• **Task requirements**
Could you please write out each line of the records exactly, minus the pictures?

Source data
-=-=-=-=-

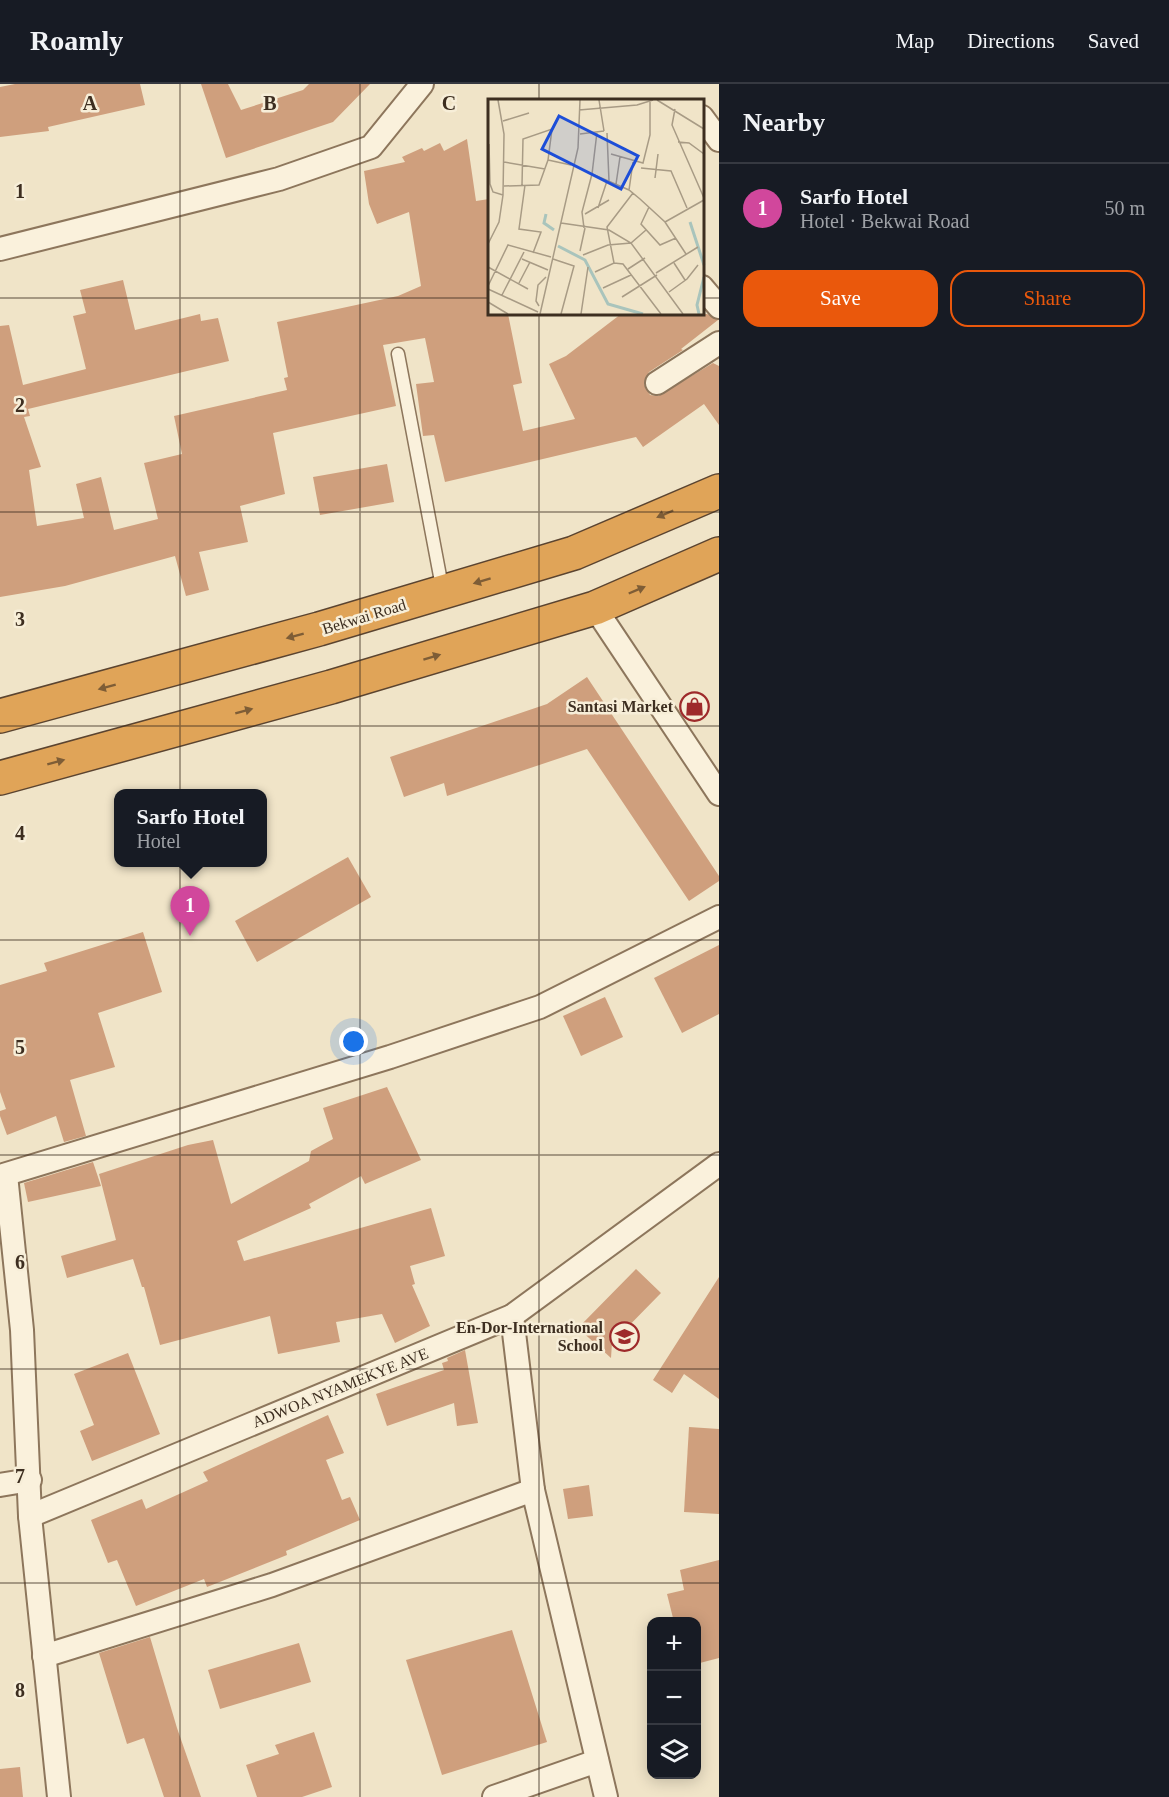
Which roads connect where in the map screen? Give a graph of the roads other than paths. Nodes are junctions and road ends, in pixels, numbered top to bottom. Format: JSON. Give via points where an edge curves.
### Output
{"nodes":[{"id":1,"x":422,"y":84,"type":"edge"},
{"id":2,"x":704,"y":120,"type":"edge"},
{"id":3,"x":719,"y":140,"type":"edge"},
{"id":4,"x":0,"y":249,"type":"edge"},
{"id":5,"x":704,"y":289,"type":"edge"},
{"id":6,"x":719,"y":307,"type":"edge"},
{"id":7,"x":719,"y":343,"type":"edge"},
{"id":8,"x":398,"y":354,"type":"dead end"},
{"id":9,"x":657,"y":383,"type":"dead end"},
{"id":10,"x":719,"y":491,"type":"edge"},
{"id":11,"x":719,"y":554,"type":"edge"},
{"id":12,"x":443,"y":592,"type":"junction"},
{"id":13,"x":595,"y":608,"type":"junction"},
{"id":14,"x":0,"y":716,"type":"edge"},
{"id":15,"x":0,"y":778,"type":"edge"},
{"id":16,"x":719,"y":794,"type":"edge"},
{"id":17,"x":719,"y":917,"type":"edge"},
{"id":18,"x":719,"y":1164,"type":"edge"},
{"id":19,"x":3,"y":1176,"type":"edge"},
{"id":20,"x":512,"y":1316,"type":"junction"},
{"id":21,"x":30,"y":1480,"type":"junction"},
{"id":22,"x":0,"y":1485,"type":"edge"},
{"id":23,"x":533,"y":1490,"type":"junction"},
{"id":24,"x":30,"y":1516,"type":"junction"},
{"id":25,"x":44,"y":1656,"type":"junction"},
{"id":26,"x":597,"y":1761,"type":"junction"},
{"id":27,"x":59,"y":1797,"type":"edge"},
{"id":28,"x":494,"y":1797,"type":"edge"},
{"id":29,"x":606,"y":1797,"type":"edge"}],
"edges":[{"from":1,"to":4,"type":"street","via":[[371,147],[279,179]]},
{"from":2,"to":3,"type":"street"},
{"from":5,"to":6,"type":"street"},
{"from":7,"to":9,"type":"street"},
{"from":8,"to":12,"type":"lane"},
{"from":10,"to":12,"type":"highway","name":"Bekwai Road","one_way":true,"via":[[574,553]]},
{"from":13,"to":11,"type":"highway","one_way":true},
{"from":12,"to":14,"type":"highway","name":"Bekwai Road","one_way":true},
{"from":15,"to":13,"type":"highway","one_way":true,"via":[[331,687]]},
{"from":13,"to":16,"type":"street"},
{"from":17,"to":19,"type":"street","via":[[540,1007]]},
{"from":18,"to":20,"type":"street","name":"ADWOA NYAMEKYE AVE"},
{"from":19,"to":21,"type":"street","via":[[22,1330]]},
{"from":20,"to":23,"type":"street"},
{"from":20,"to":24,"type":"street","name":"ADWOA NYAMEKYE AVE"},
{"from":21,"to":22,"type":"street"},
{"from":21,"to":24,"type":"street"},
{"from":23,"to":25,"type":"street","via":[[272,1585]]},
{"from":23,"to":26,"type":"street"},
{"from":24,"to":25,"type":"street"},
{"from":25,"to":27,"type":"street"},
{"from":26,"to":28,"type":"street"},
{"from":26,"to":29,"type":"street"}]}
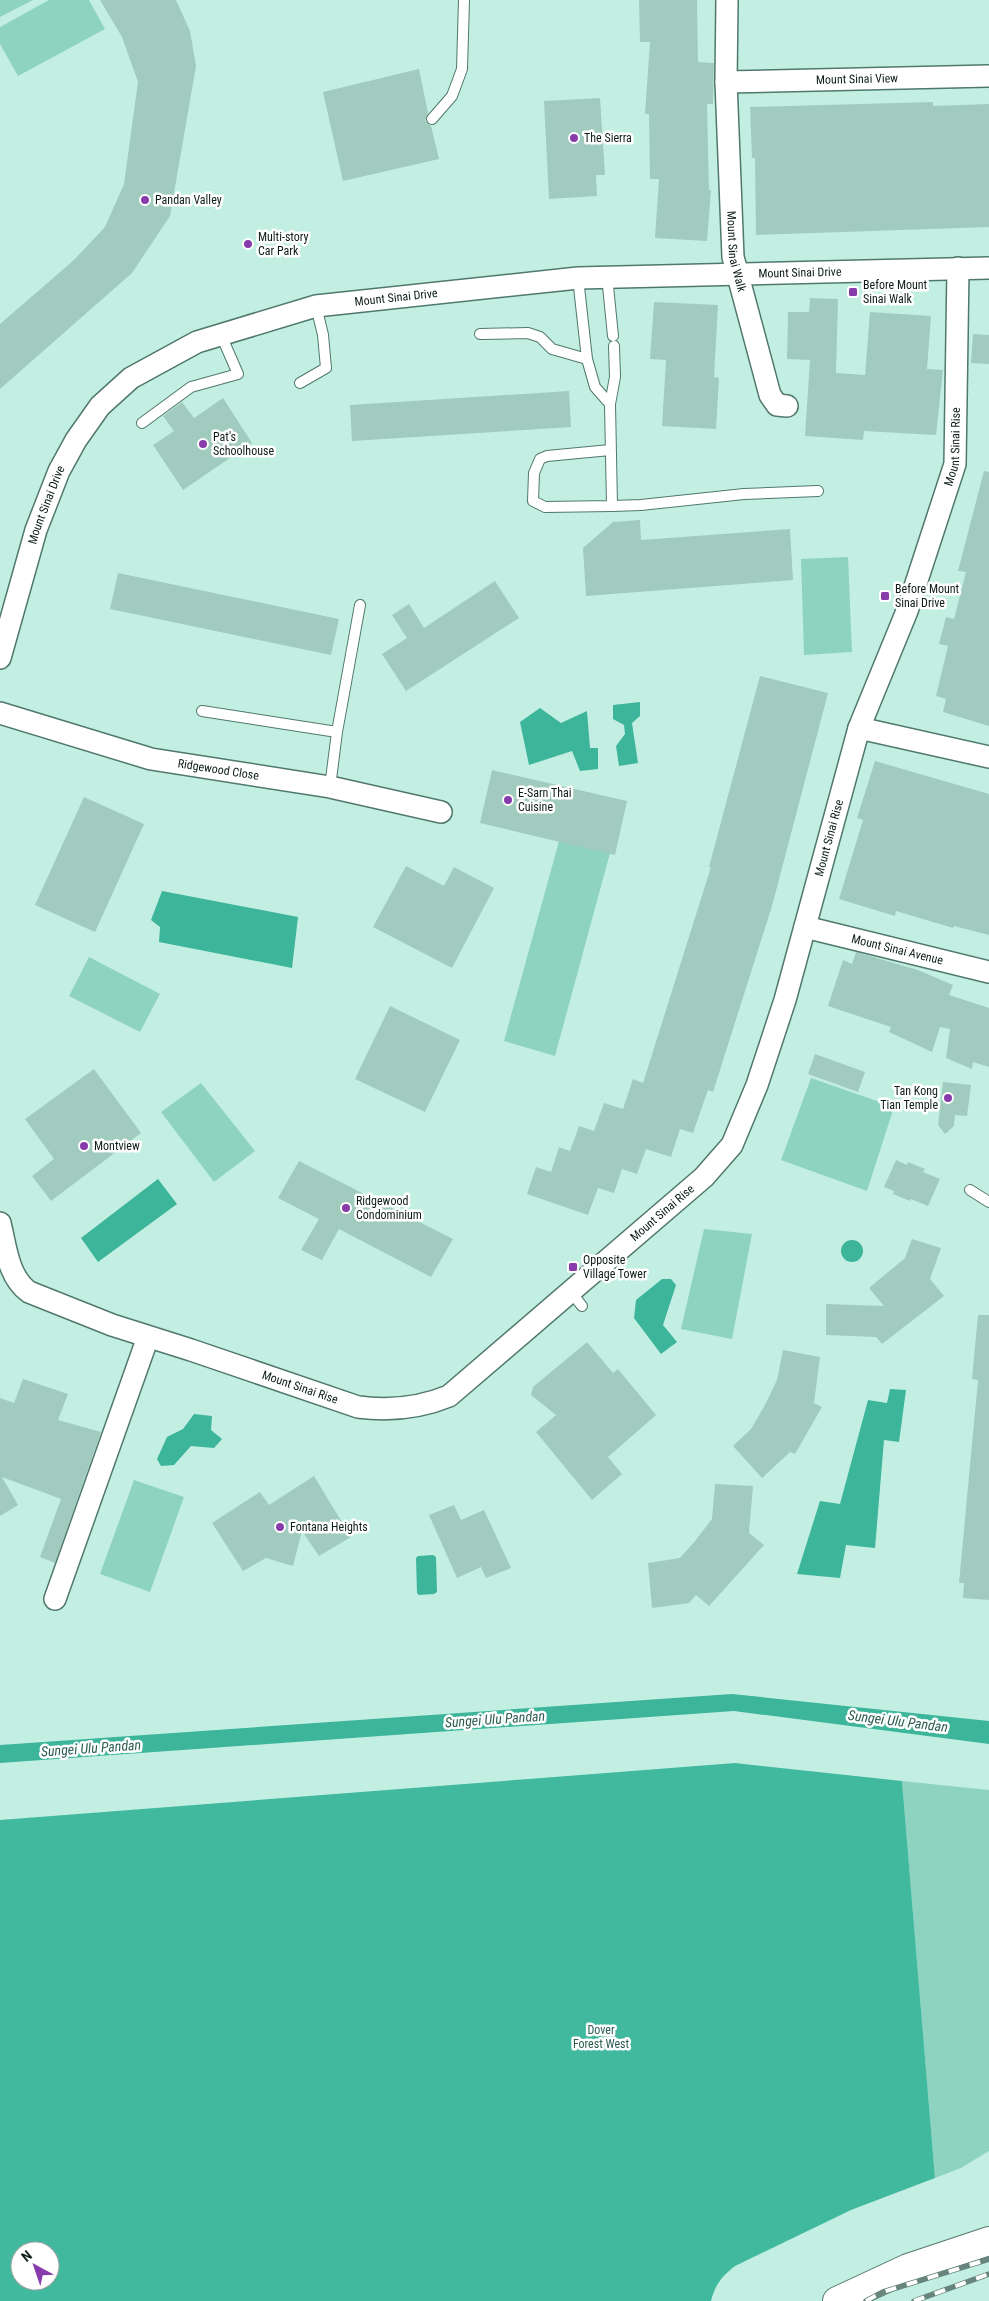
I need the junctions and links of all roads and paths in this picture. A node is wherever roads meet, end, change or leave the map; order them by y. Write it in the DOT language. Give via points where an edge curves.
graph roads {
  1 [pos="464,0"];
  2 [pos="727,0"];
  3 [pos="989,76"];
  4 [pos="726,82"];
  5 [pos="432,120"];
  6 [pos="958,268"];
  7 [pos="989,268"];
  8 [pos="738,272"];
  9 [pos="607,276"];
  10 [pos="578,278"];
  11 [pos="316,306"];
  12 [pos="480,334"];
  13 [pos="222,335"];
  14 [pos="587,359"];
  15 [pos="300,383"];
  16 [pos="610,404"];
  17 [pos="787,406"];
  18 [pos="142,423"];
  19 [pos="610,450"];
  20 [pos="818,491"];
  21 [pos="612,506"];
  22 [pos="360,606"];
  23 [pos="0,658"];
  24 [pos="202,711"];
  25 [pos="0,713"];
  26 [pos="859,728"];
  27 [pos="337,732"];
  28 [pos="989,757"];
  29 [pos="330,787"];
  30 [pos="441,812"];
  31 [pos="805,927"];
  32 [pos="989,972"];
  33 [pos="970,1190"];
  34 [pos="989,1202"];
  35 [pos="0,1223"];
  36 [pos="148,1337"];
  37 [pos="55,1599"];
  38 [pos="989,2241"];
  39 [pos="838,2301"];
  1 -- 5 [label="lane" via="462,69 452,96"];
  2 -- 4 [label="street, Mount Sinai Walk"];
  3 -- 4 [label="street, Mount Sinai View"];
  4 -- 8 [label="street, Mount Sinai Walk" via="733,257"];
  6 -- 7 [label="street, Mount Sinai Drive"];
  6 -- 8 [label="street, Mount Sinai Drive"];
  6 -- 26 [label="street, Mount Sinai Rise" via="955,464 907,611"];
  8 -- 9 [label="street, Mount Sinai Drive"];
  8 -- 17 [label="street, Mount Sinai Walk" via="770,395 777,405"];
  9 -- 10 [label="street, Mount Sinai Drive"];
  9 -- 16 [label="lane" via="615,377"];
  10 -- 11 [label="street, Mount Sinai Drive"];
  10 -- 14 [label="lane"];
  11 -- 13 [label="street, Mount Sinai Drive"];
  11 -- 15 [label="lane" via="326,368"];
  12 -- 14 [label="lane" via="528,334 540,337 552,349"];
  13 -- 18 [label="lane" via="238,374 191,386"];
  13 -- 23 [label="street, Mount Sinai Drive" via="198,342 131,378 100,406 76,440 59,471 36,530"];
  14 -- 16 [label="lane" via="595,387"];
  16 -- 19 [label="lane"];
  19 -- 21 [label="lane"];
  19 -- 21 [label="lane" via="540,459 534,472 532,492 534,501 544,507"];
  20 -- 21 [label="lane"];
  22 -- 27 [label="lane"];
  24 -- 27 [label="lane"];
  25 -- 29 [label="street, Ridgewood Close" via="151,759"];
  26 -- 28 [label="street"];
  26 -- 31 [label="street, Mount Sinai Rise"];
  27 -- 29 [label="lane"];
  29 -- 30 [label="street, Ridgewood Close"];
  31 -- 32 [label="street, Mount Sinai Avenue"];
  31 -- 36 [label="street, Mount Sinai Rise" via="757,1085 732,1145 704,1177 576,1299 449,1396 432,1403 385,1410 358,1407"];
  33 -- 34 [label="lane"];
  35 -- 36 [label="street, Mount Sinai Rise" via="11,1269 24,1288"];
  36 -- 37 [label="street"];
  38 -- 39 [label="main road" via="908,2268"];
}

-=-=-=-=-

• **Exercise solution**
Which roads connect where in the map screen? Give a graph of the roads other than paths. Nodes are junctions and road ends, in pixels, numbered top to bottom. Format: JSON. Give via points where an edge curves.
### Output
{"nodes":[{"id":1,"x":422,"y":84,"type":"edge"},
{"id":2,"x":704,"y":120,"type":"edge"},
{"id":3,"x":719,"y":140,"type":"edge"},
{"id":4,"x":0,"y":249,"type":"edge"},
{"id":5,"x":704,"y":289,"type":"edge"},
{"id":6,"x":719,"y":307,"type":"edge"},
{"id":7,"x":719,"y":343,"type":"edge"},
{"id":8,"x":398,"y":354,"type":"dead end"},
{"id":9,"x":657,"y":383,"type":"dead end"},
{"id":10,"x":719,"y":491,"type":"edge"},
{"id":11,"x":719,"y":554,"type":"edge"},
{"id":12,"x":443,"y":592,"type":"junction"},
{"id":13,"x":595,"y":608,"type":"junction"},
{"id":14,"x":0,"y":716,"type":"edge"},
{"id":15,"x":0,"y":778,"type":"edge"},
{"id":16,"x":719,"y":794,"type":"edge"},
{"id":17,"x":719,"y":917,"type":"edge"},
{"id":18,"x":719,"y":1164,"type":"edge"},
{"id":19,"x":3,"y":1176,"type":"edge"},
{"id":20,"x":512,"y":1316,"type":"junction"},
{"id":21,"x":30,"y":1480,"type":"junction"},
{"id":22,"x":0,"y":1485,"type":"edge"},
{"id":23,"x":533,"y":1490,"type":"junction"},
{"id":24,"x":30,"y":1516,"type":"junction"},
{"id":25,"x":44,"y":1656,"type":"junction"},
{"id":26,"x":597,"y":1761,"type":"junction"},
{"id":27,"x":59,"y":1797,"type":"edge"},
{"id":28,"x":494,"y":1797,"type":"edge"},
{"id":29,"x":606,"y":1797,"type":"edge"}],
"edges":[{"from":1,"to":4,"type":"street","via":[[371,147],[279,179]]},
{"from":2,"to":3,"type":"street"},
{"from":5,"to":6,"type":"street"},
{"from":7,"to":9,"type":"street"},
{"from":8,"to":12,"type":"lane"},
{"from":10,"to":12,"type":"highway","name":"Bekwai Road","one_way":true,"via":[[574,553]]},
{"from":13,"to":11,"type":"highway","one_way":true},
{"from":12,"to":14,"type":"highway","name":"Bekwai Road","one_way":true},
{"from":15,"to":13,"type":"highway","one_way":true,"via":[[331,687]]},
{"from":13,"to":16,"type":"street"},
{"from":17,"to":19,"type":"street","via":[[540,1007]]},
{"from":18,"to":20,"type":"street","name":"ADWOA NYAMEKYE AVE"},
{"from":19,"to":21,"type":"street","via":[[22,1330]]},
{"from":20,"to":23,"type":"street"},
{"from":20,"to":24,"type":"street","name":"ADWOA NYAMEKYE AVE"},
{"from":21,"to":22,"type":"street"},
{"from":21,"to":24,"type":"street"},
{"from":23,"to":25,"type":"street","via":[[272,1585]]},
{"from":23,"to":26,"type":"street"},
{"from":24,"to":25,"type":"street"},
{"from":25,"to":27,"type":"street"},
{"from":26,"to":28,"type":"street"},
{"from":26,"to":29,"type":"street"}]}
I need the junctions and links of all roads and paths in this picture. A node is wherever roads meet, end, change or leave the map; order them by y. Write it in the DOT language. Give via points where an edge curves.
graph roads {
  1 [pos="464,0"];
  2 [pos="727,0"];
  3 [pos="989,76"];
  4 [pos="726,82"];
  5 [pos="432,120"];
  6 [pos="958,268"];
  7 [pos="989,268"];
  8 [pos="738,272"];
  9 [pos="607,276"];
  10 [pos="578,278"];
  11 [pos="316,306"];
  12 [pos="480,334"];
  13 [pos="222,335"];
  14 [pos="587,359"];
  15 [pos="300,383"];
  16 [pos="610,404"];
  17 [pos="787,406"];
  18 [pos="142,423"];
  19 [pos="610,450"];
  20 [pos="818,491"];
  21 [pos="612,506"];
  22 [pos="360,606"];
  23 [pos="0,658"];
  24 [pos="202,711"];
  25 [pos="0,713"];
  26 [pos="859,728"];
  27 [pos="337,732"];
  28 [pos="989,757"];
  29 [pos="330,787"];
  30 [pos="441,812"];
  31 [pos="805,927"];
  32 [pos="989,972"];
  33 [pos="970,1190"];
  34 [pos="989,1202"];
  35 [pos="0,1223"];
  36 [pos="148,1337"];
  37 [pos="55,1599"];
  38 [pos="989,2241"];
  39 [pos="838,2301"];
  1 -- 5 [label="lane" via="462,69 452,96"];
  2 -- 4 [label="street, Mount Sinai Walk"];
  3 -- 4 [label="street, Mount Sinai View"];
  4 -- 8 [label="street, Mount Sinai Walk" via="733,257"];
  6 -- 7 [label="street, Mount Sinai Drive"];
  6 -- 8 [label="street, Mount Sinai Drive"];
  6 -- 26 [label="street, Mount Sinai Rise" via="955,464 907,611"];
  8 -- 9 [label="street, Mount Sinai Drive"];
  8 -- 17 [label="street, Mount Sinai Walk" via="770,395 777,405"];
  9 -- 10 [label="street, Mount Sinai Drive"];
  9 -- 16 [label="lane" via="615,377"];
  10 -- 11 [label="street, Mount Sinai Drive"];
  10 -- 14 [label="lane"];
  11 -- 13 [label="street, Mount Sinai Drive"];
  11 -- 15 [label="lane" via="326,368"];
  12 -- 14 [label="lane" via="528,334 540,337 552,349"];
  13 -- 18 [label="lane" via="238,374 191,386"];
  13 -- 23 [label="street, Mount Sinai Drive" via="198,342 131,378 100,406 76,440 59,471 36,530"];
  14 -- 16 [label="lane" via="595,387"];
  16 -- 19 [label="lane"];
  19 -- 21 [label="lane"];
  19 -- 21 [label="lane" via="540,459 534,472 532,492 534,501 544,507"];
  20 -- 21 [label="lane"];
  22 -- 27 [label="lane"];
  24 -- 27 [label="lane"];
  25 -- 29 [label="street, Ridgewood Close" via="151,759"];
  26 -- 28 [label="street"];
  26 -- 31 [label="street, Mount Sinai Rise"];
  27 -- 29 [label="lane"];
  29 -- 30 [label="street, Ridgewood Close"];
  31 -- 32 [label="street, Mount Sinai Avenue"];
  31 -- 36 [label="street, Mount Sinai Rise" via="757,1085 732,1145 704,1177 576,1299 449,1396 432,1403 385,1410 358,1407"];
  33 -- 34 [label="lane"];
  35 -- 36 [label="street, Mount Sinai Rise" via="11,1269 24,1288"];
  36 -- 37 [label="street"];
  38 -- 39 [label="main road" via="908,2268"];
}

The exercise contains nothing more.